**Exercise aim:** Leaving out the pictures, output each record exactly as it stands.

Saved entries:
+++

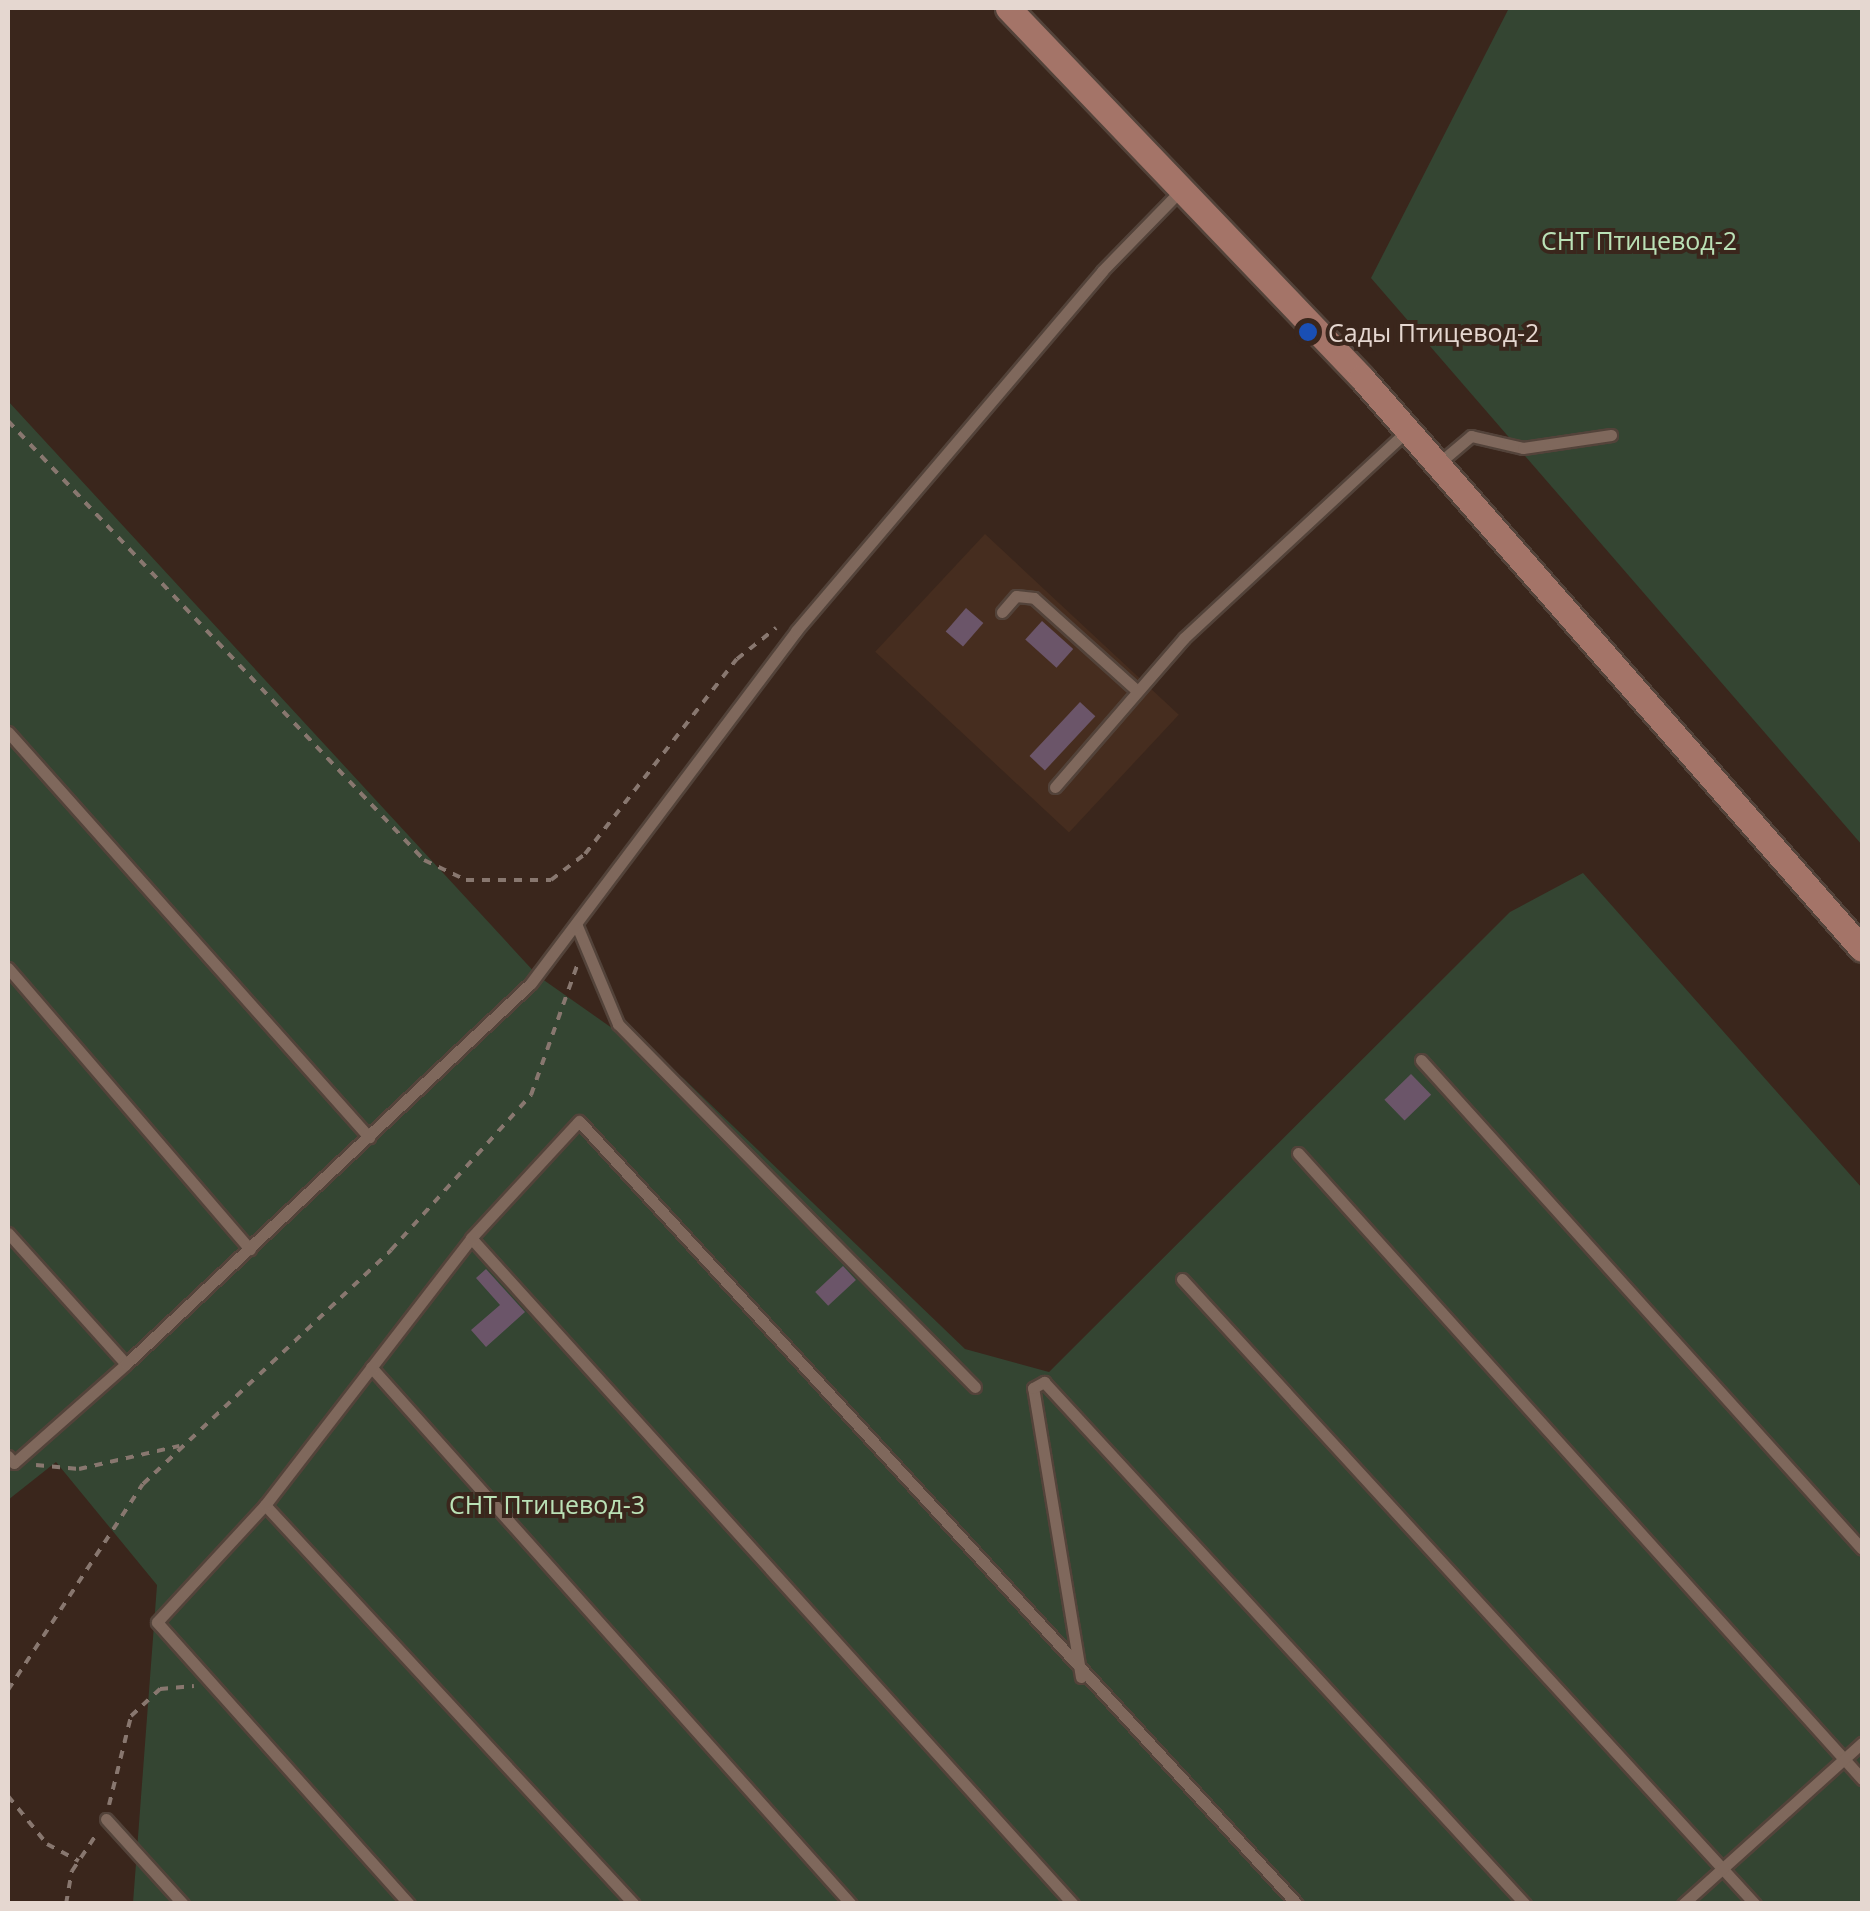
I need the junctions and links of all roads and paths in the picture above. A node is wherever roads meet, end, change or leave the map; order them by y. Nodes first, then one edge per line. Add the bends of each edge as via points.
1 (1008, 8) edge
2 (1186, 186) junction
3 (8, 422) edge
4 (1408, 430) junction
5 (1611, 435) dead end
6 (1439, 463) junction
7 (1002, 612) dead end
8 (796, 631) junction
9 (1136, 690) junction
10 (8, 732) edge
11 (1055, 787) dead end
12 (577, 926) junction
13 (1862, 949) edge
14 (576, 962) dead end
15 (8, 968) edge
16 (1421, 1060) dead end
17 (369, 1137) junction
18 (1298, 1153) dead end
19 (8, 1233) edge
20 (471, 1238) junction
21 (250, 1250) junction
22 (1182, 1279) dead end
23 (126, 1364) junction
24 (371, 1367) junction
25 (975, 1387) dead end
26 (178, 1446) junction
27 (10, 1463) edge
28 (265, 1505) junction
29 (1862, 1550) edge
30 (1081, 1677) junction
31 (214, 1685) junction
32 (8, 1690) edge
33 (1862, 1743) edge
34 (1844, 1760) junction
35 (1862, 1780) edge
36 (8, 1796) edge
37 (106, 1819) junction
38 (79, 1860) junction
39 (1722, 1867) junction
40 (66, 1904) edge
41 (184, 1904) edge
42 (409, 1904) edge
43 (634, 1904) edge
44 (852, 1904) edge
45 (1073, 1904) edge
46 (1296, 1904) edge
47 (1524, 1904) edge
48 (1683, 1904) edge
49 (1756, 1904) edge

1 - 2 main road
2 - 4 main road
2 - 8 lane via 1102,270
3 - 8 path via 424,860 466,880 551,880 585,854 737,659 760,636
4 - 6 main road
4 - 9 lane
5 - 6 lane via 1523,448 1471,436
6 - 13 main road
7 - 9 lane via 1016,596 1034,598
8 - 12 lane
9 - 11 lane
10 - 17 lane
12 - 17 lane
12 - 25 lane via 594,982 642,1050
14 - 26 path via 565,1020 531,1095 391,1250
15 - 21 lane
16 - 29 lane
17 - 21 lane
18 - 34 lane
19 - 23 lane
20 - 24 lane
20 - 30 lane via 579,1121
20 - 45 lane
21 - 23 lane
22 - 39 lane
23 - 27 lane
24 - 28 lane
24 - 44 lane
26 - 27 path via 79,1470
26 - 32 path via 85,1562
28 - 31 lane via 157,1622
28 - 43 lane
30 - 46 lane
30 - 47 lane via 1033,1388 1044,1382
31 - 37 path via 160,1689 131,1716
31 - 42 lane
33 - 34 lane
34 - 35 lane
34 - 39 lane
36 - 38 path via 46,1844
37 - 38 path
37 - 41 lane
38 - 40 path
39 - 48 lane
39 - 49 lane

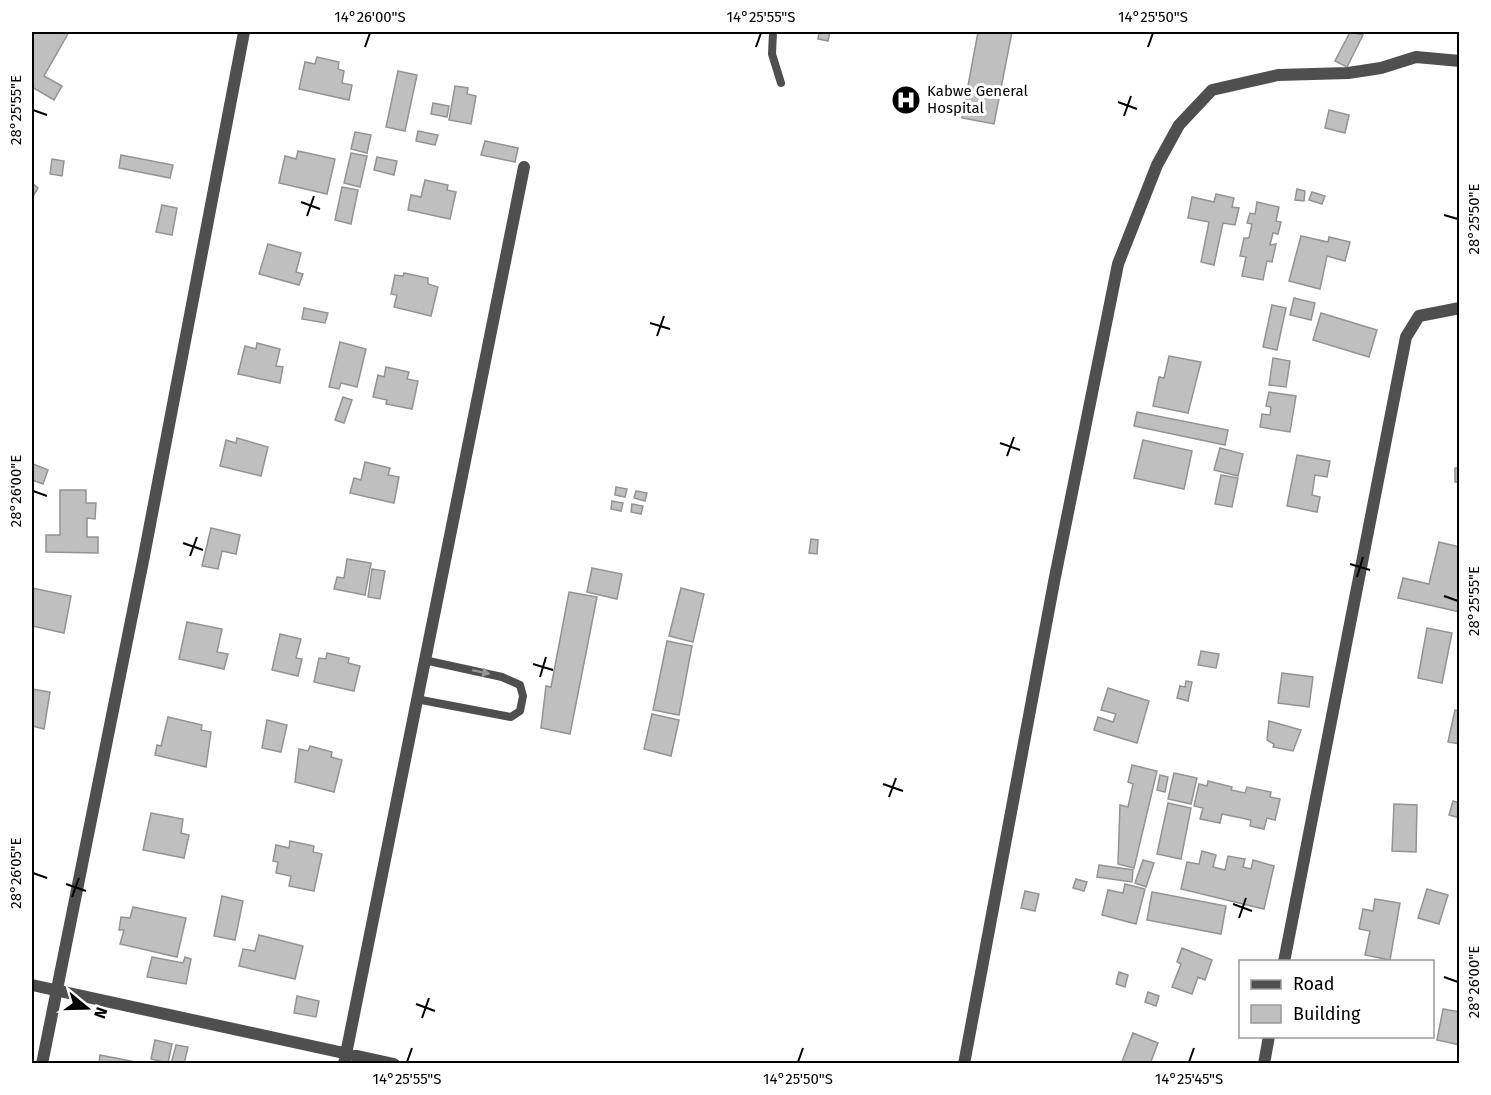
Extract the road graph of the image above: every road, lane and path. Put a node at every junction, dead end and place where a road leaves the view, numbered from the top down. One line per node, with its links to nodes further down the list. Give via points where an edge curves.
1 (244, 32): 11 (street)
2 (773, 32): 4 (lane, via 772,54)
3 (1460, 61): 16 (street, via 1416,57 1381,68 1278,75 1212,90 1179,125 1157,165 1118,264)
4 (781, 83)
5 (524, 167): 7 (street)
6 (1460, 308): 9 (street, via 1419,316 1406,337)
7 (424, 660): 8 (street); 8 (lane, one-way to 8, via 502,677 520,685 520,711 511,717)
8 (416, 699): 13 (street)
9 (1284, 960)
10 (32, 985): 11 (street)
11 (57, 991): 13 (street); 14 (street)
12 (1269, 1038): 17 (street)
13 (345, 1058): 15 (street)
14 (42, 1064)
15 (394, 1064)
16 (964, 1064)
17 (1264, 1064)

+++

**Expected answer:**
I need the junctions and links of all roads and paths in the picture above. A node is wherever roads meet, end, change or leave the map; order them by y. Nodes first, then one edge per line. Add the bends of each edge as via points.
1 (1008, 8) edge
2 (1186, 186) junction
3 (8, 422) edge
4 (1408, 430) junction
5 (1611, 435) dead end
6 (1439, 463) junction
7 (1002, 612) dead end
8 (796, 631) junction
9 (1136, 690) junction
10 (8, 732) edge
11 (1055, 787) dead end
12 (577, 926) junction
13 (1862, 949) edge
14 (576, 962) dead end
15 (8, 968) edge
16 (1421, 1060) dead end
17 (369, 1137) junction
18 (1298, 1153) dead end
19 (8, 1233) edge
20 (471, 1238) junction
21 (250, 1250) junction
22 (1182, 1279) dead end
23 (126, 1364) junction
24 (371, 1367) junction
25 (975, 1387) dead end
26 (178, 1446) junction
27 (10, 1463) edge
28 (265, 1505) junction
29 (1862, 1550) edge
30 (1081, 1677) junction
31 (214, 1685) junction
32 (8, 1690) edge
33 (1862, 1743) edge
34 (1844, 1760) junction
35 (1862, 1780) edge
36 (8, 1796) edge
37 (106, 1819) junction
38 (79, 1860) junction
39 (1722, 1867) junction
40 (66, 1904) edge
41 (184, 1904) edge
42 (409, 1904) edge
43 (634, 1904) edge
44 (852, 1904) edge
45 (1073, 1904) edge
46 (1296, 1904) edge
47 (1524, 1904) edge
48 (1683, 1904) edge
49 (1756, 1904) edge

1 - 2 main road
2 - 4 main road
2 - 8 lane via 1102,270
3 - 8 path via 424,860 466,880 551,880 585,854 737,659 760,636
4 - 6 main road
4 - 9 lane
5 - 6 lane via 1523,448 1471,436
6 - 13 main road
7 - 9 lane via 1016,596 1034,598
8 - 12 lane
9 - 11 lane
10 - 17 lane
12 - 17 lane
12 - 25 lane via 594,982 642,1050
14 - 26 path via 565,1020 531,1095 391,1250
15 - 21 lane
16 - 29 lane
17 - 21 lane
18 - 34 lane
19 - 23 lane
20 - 24 lane
20 - 30 lane via 579,1121
20 - 45 lane
21 - 23 lane
22 - 39 lane
23 - 27 lane
24 - 28 lane
24 - 44 lane
26 - 27 path via 79,1470
26 - 32 path via 85,1562
28 - 31 lane via 157,1622
28 - 43 lane
30 - 46 lane
30 - 47 lane via 1033,1388 1044,1382
31 - 37 path via 160,1689 131,1716
31 - 42 lane
33 - 34 lane
34 - 35 lane
34 - 39 lane
36 - 38 path via 46,1844
37 - 38 path
37 - 41 lane
38 - 40 path
39 - 48 lane
39 - 49 lane

Extract the road graph of the image above: every road, lane and path. Put a node at every junction, dead end and place where a road leaves the view, numbered from the top down. One line per node, with its links to nodes further down the list. Give via points where an edge curves.
1 (244, 32): 11 (street)
2 (773, 32): 4 (lane, via 772,54)
3 (1460, 61): 16 (street, via 1416,57 1381,68 1278,75 1212,90 1179,125 1157,165 1118,264)
4 (781, 83)
5 (524, 167): 7 (street)
6 (1460, 308): 9 (street, via 1419,316 1406,337)
7 (424, 660): 8 (street); 8 (lane, one-way to 8, via 502,677 520,685 520,711 511,717)
8 (416, 699): 13 (street)
9 (1284, 960)
10 (32, 985): 11 (street)
11 (57, 991): 13 (street); 14 (street)
12 (1269, 1038): 17 (street)
13 (345, 1058): 15 (street)
14 (42, 1064)
15 (394, 1064)
16 (964, 1064)
17 (1264, 1064)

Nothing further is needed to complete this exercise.